=== Entries supplied ===

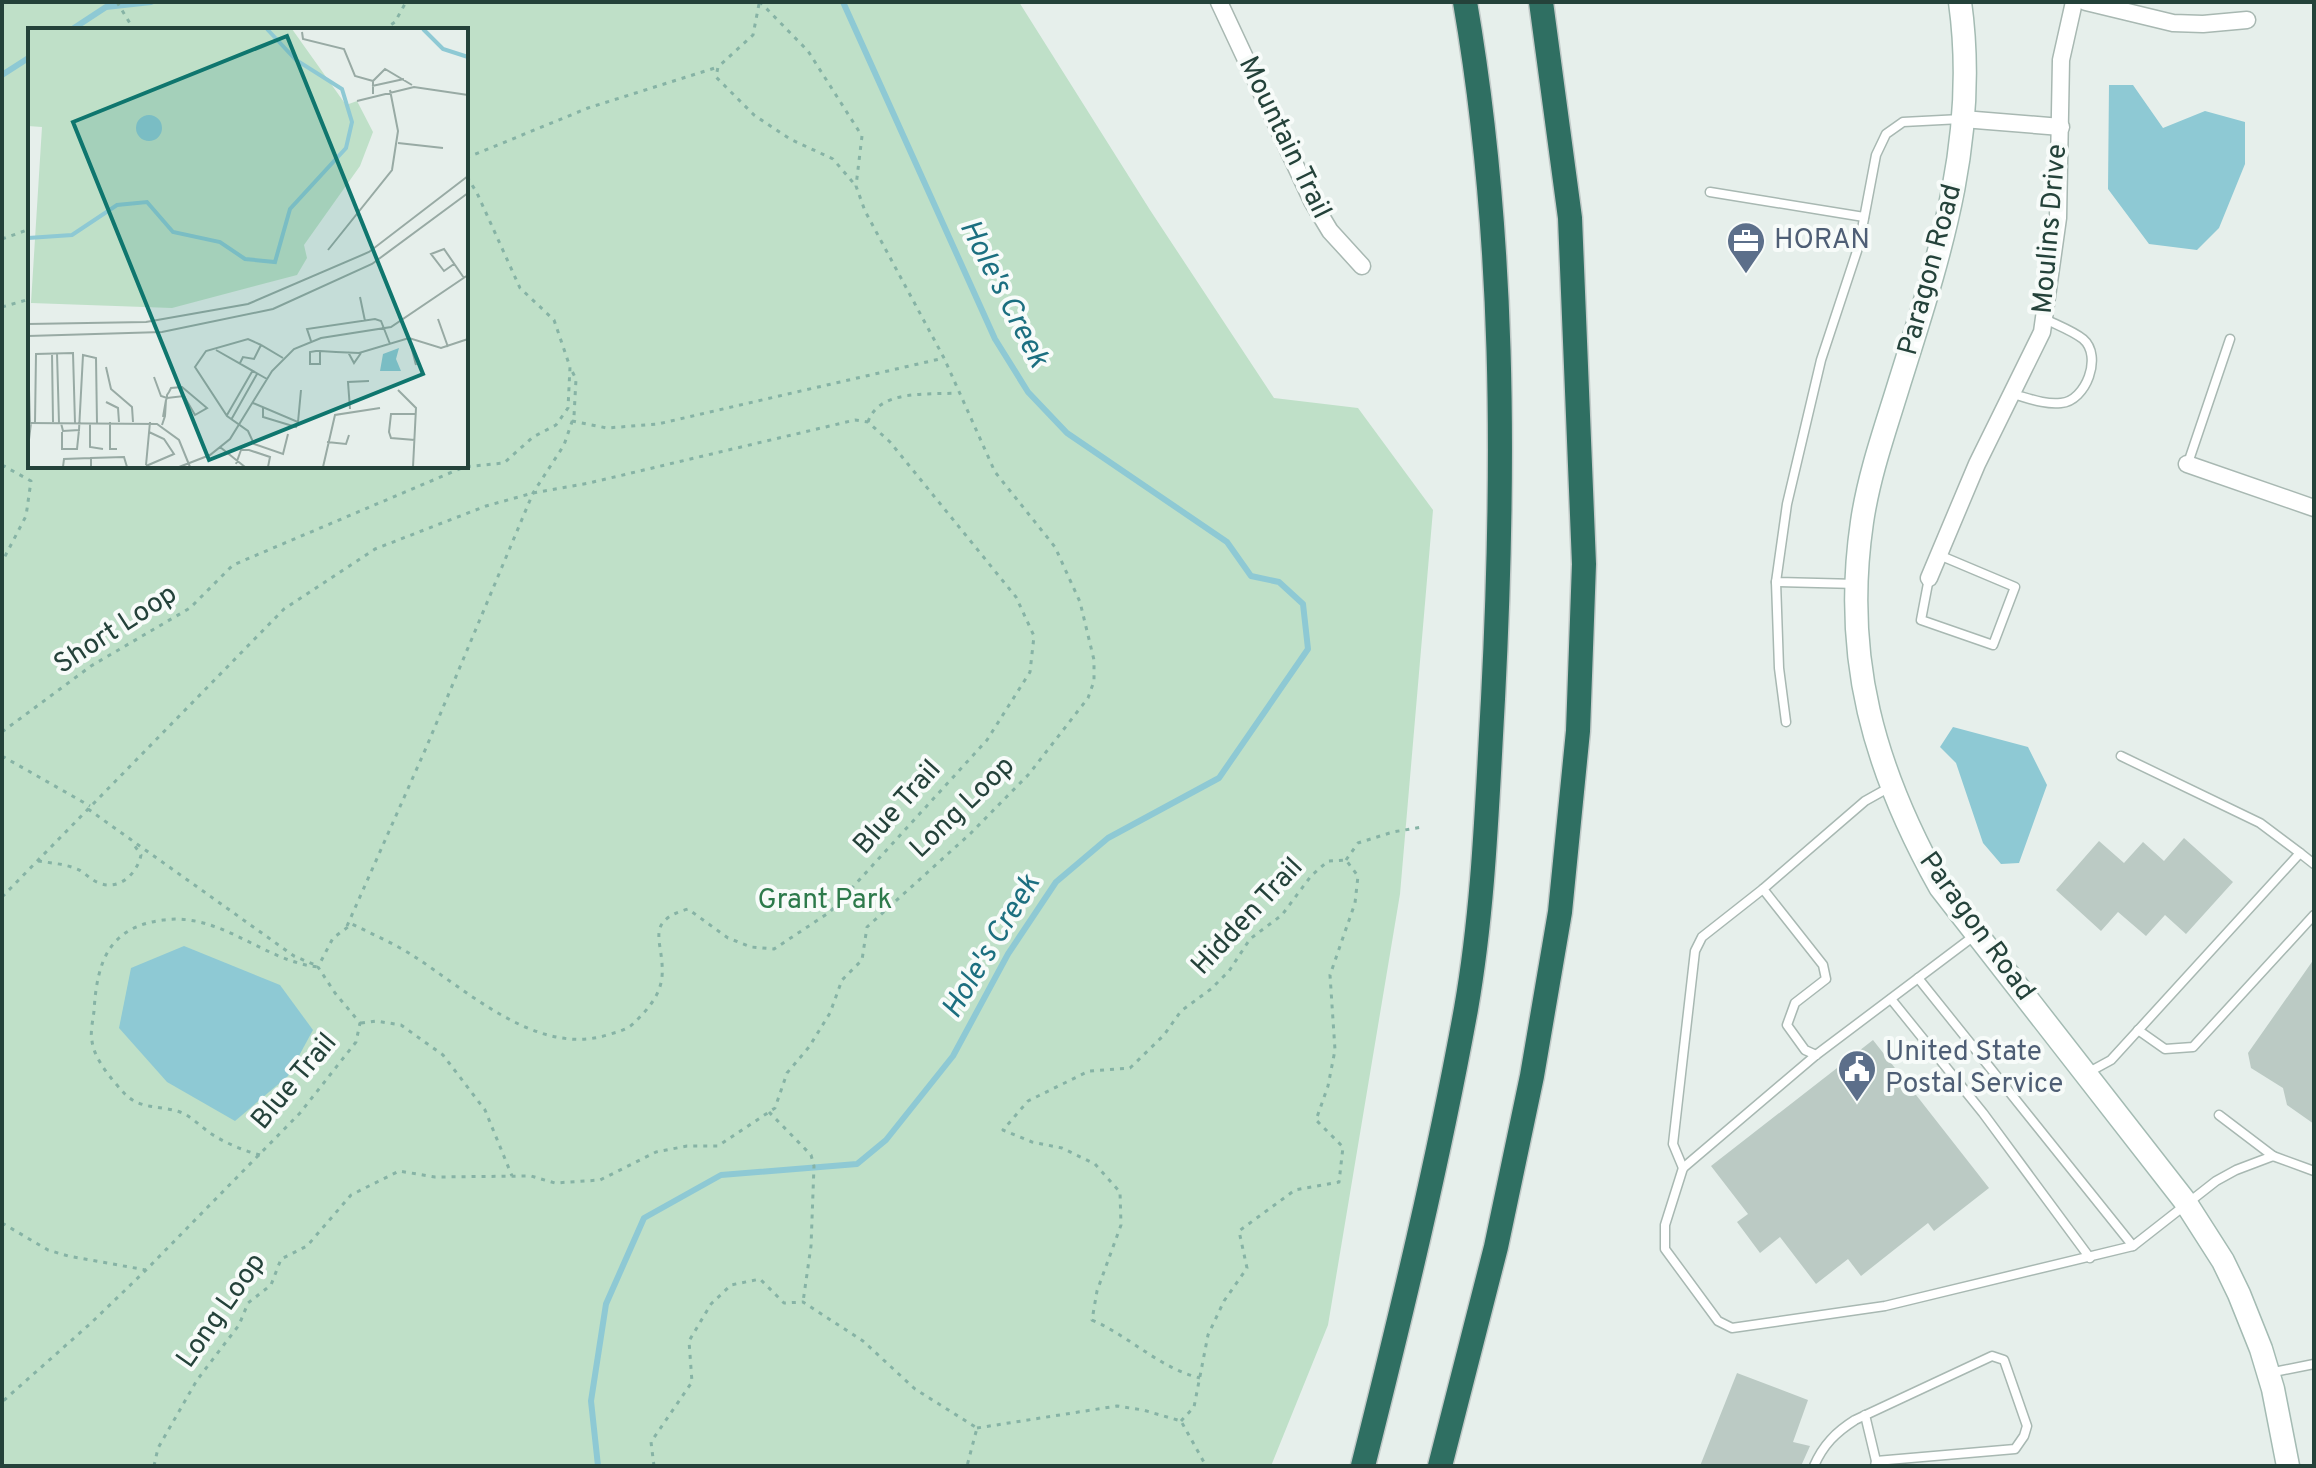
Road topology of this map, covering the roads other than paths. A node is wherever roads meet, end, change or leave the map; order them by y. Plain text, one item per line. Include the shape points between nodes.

===
=== Entries supplied ===

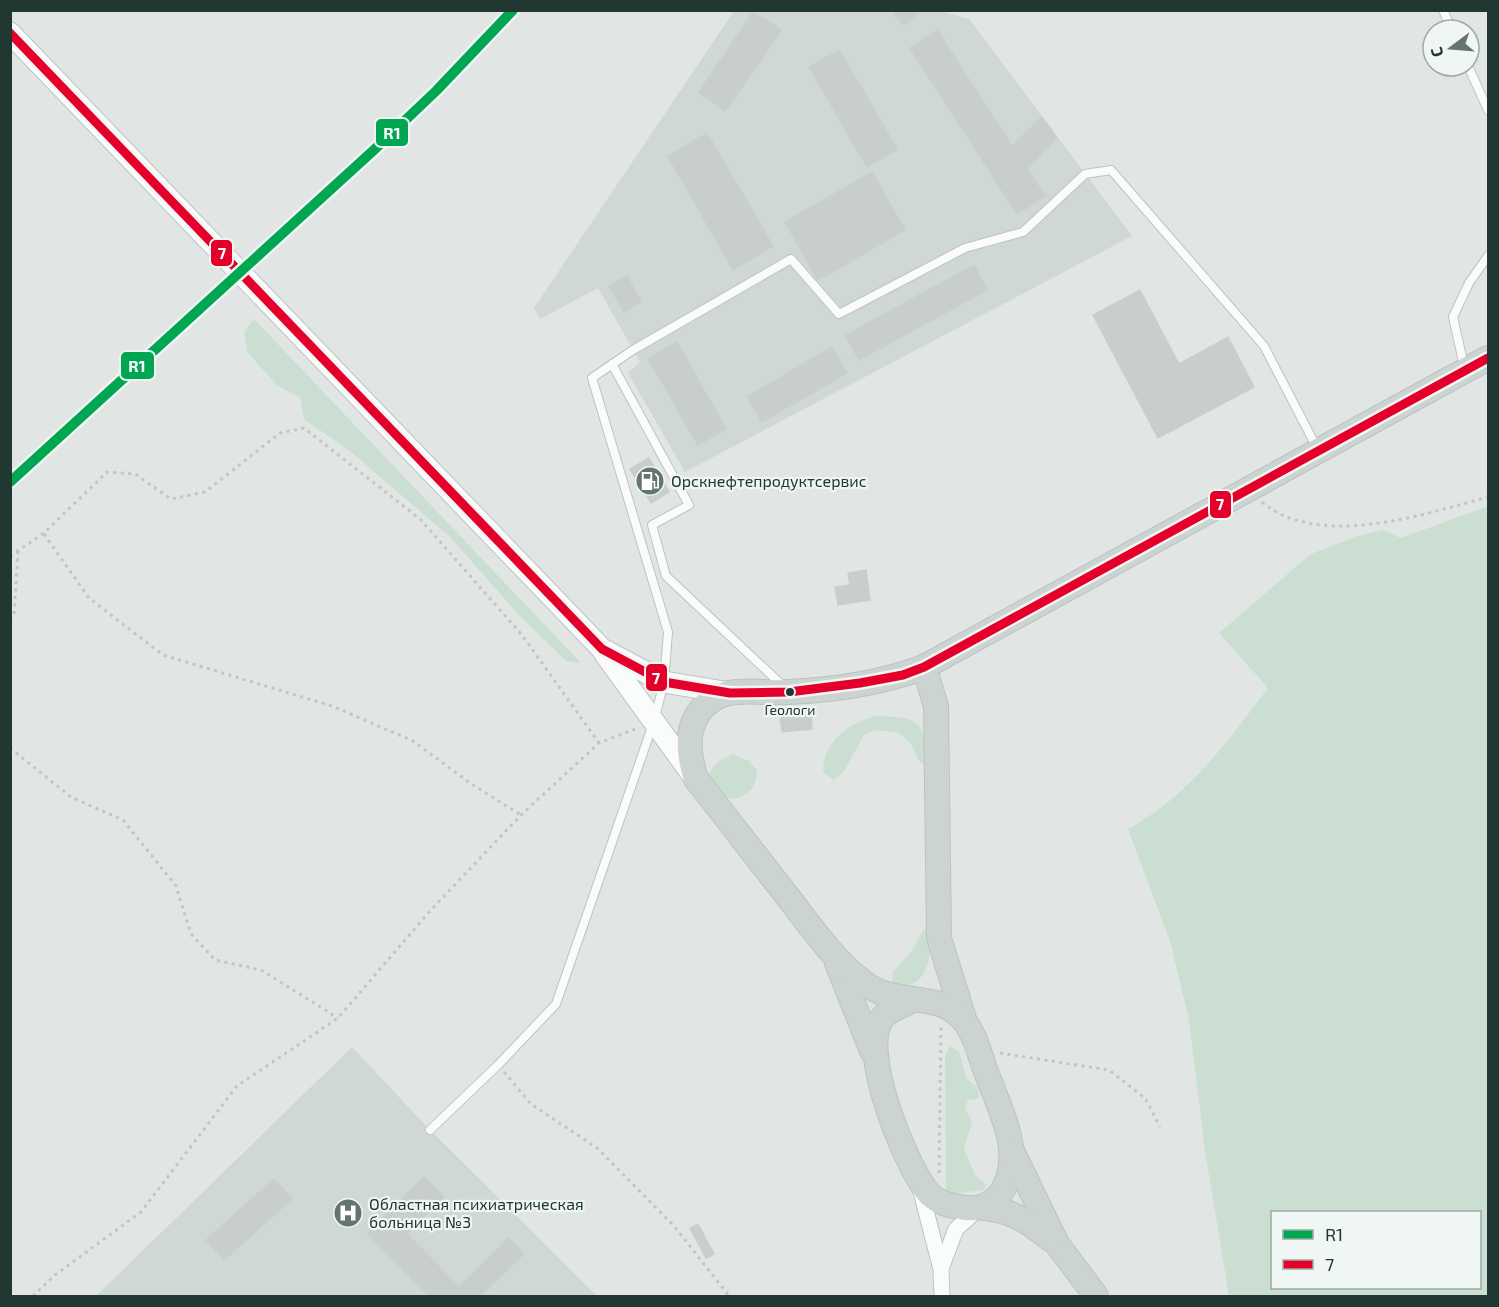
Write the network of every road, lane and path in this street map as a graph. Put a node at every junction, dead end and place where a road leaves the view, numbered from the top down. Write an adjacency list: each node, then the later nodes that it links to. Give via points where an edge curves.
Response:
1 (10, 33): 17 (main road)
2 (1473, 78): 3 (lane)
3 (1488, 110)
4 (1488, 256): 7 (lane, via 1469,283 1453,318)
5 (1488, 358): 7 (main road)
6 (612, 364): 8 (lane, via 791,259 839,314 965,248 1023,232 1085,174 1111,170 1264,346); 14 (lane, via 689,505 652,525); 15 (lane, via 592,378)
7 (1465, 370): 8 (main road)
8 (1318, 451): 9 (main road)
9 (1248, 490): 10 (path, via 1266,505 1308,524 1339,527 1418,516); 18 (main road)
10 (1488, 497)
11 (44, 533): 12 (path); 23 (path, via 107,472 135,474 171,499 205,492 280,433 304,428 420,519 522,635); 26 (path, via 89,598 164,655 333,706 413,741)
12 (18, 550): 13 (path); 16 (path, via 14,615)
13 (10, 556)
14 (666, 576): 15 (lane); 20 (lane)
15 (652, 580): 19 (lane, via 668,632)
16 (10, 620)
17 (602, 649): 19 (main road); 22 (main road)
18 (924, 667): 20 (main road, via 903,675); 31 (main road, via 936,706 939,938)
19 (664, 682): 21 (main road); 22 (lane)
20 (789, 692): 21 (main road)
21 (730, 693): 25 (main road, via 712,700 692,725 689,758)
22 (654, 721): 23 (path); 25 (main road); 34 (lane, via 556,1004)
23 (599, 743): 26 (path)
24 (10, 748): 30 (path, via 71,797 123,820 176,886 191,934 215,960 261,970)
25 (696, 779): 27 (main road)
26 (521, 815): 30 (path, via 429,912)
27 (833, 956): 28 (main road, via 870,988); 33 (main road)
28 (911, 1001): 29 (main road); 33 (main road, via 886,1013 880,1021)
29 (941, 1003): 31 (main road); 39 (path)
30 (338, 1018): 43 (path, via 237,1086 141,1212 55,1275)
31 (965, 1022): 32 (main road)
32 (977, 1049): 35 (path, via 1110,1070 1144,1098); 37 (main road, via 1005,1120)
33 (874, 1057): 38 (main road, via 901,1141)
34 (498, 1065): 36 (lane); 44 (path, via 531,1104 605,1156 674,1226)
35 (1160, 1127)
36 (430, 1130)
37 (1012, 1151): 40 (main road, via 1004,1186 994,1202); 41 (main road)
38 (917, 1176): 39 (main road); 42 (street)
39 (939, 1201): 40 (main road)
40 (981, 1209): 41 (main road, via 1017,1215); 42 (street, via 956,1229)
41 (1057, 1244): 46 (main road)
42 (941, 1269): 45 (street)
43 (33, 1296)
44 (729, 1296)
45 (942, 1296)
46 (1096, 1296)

===
=== Entries supplied ===

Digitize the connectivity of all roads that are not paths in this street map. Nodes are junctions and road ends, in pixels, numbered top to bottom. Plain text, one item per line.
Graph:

===

Exercise aim: Every line above with the word "this" is to be copied out.

Output below:
Road topology of this map, covering the roads other than paths. A node is wherever roads meet, end, change or leave the map; order them by y. Plain text, one item per line. Include the shape points between nodes.
Write the network of every road, lane and path in this street map as a graph. Put a node at every junction, dead end and place where a road leaves the view, numbered from the top down. Write an adjacency list: each node, then the later nodes that it links to. Give via points where an edge curves.
Digitize the connectivity of all roads that are not paths in this street map. Nodes are junctions and road ends, in pixels, numbered top to bottom. Plain text, one item per line.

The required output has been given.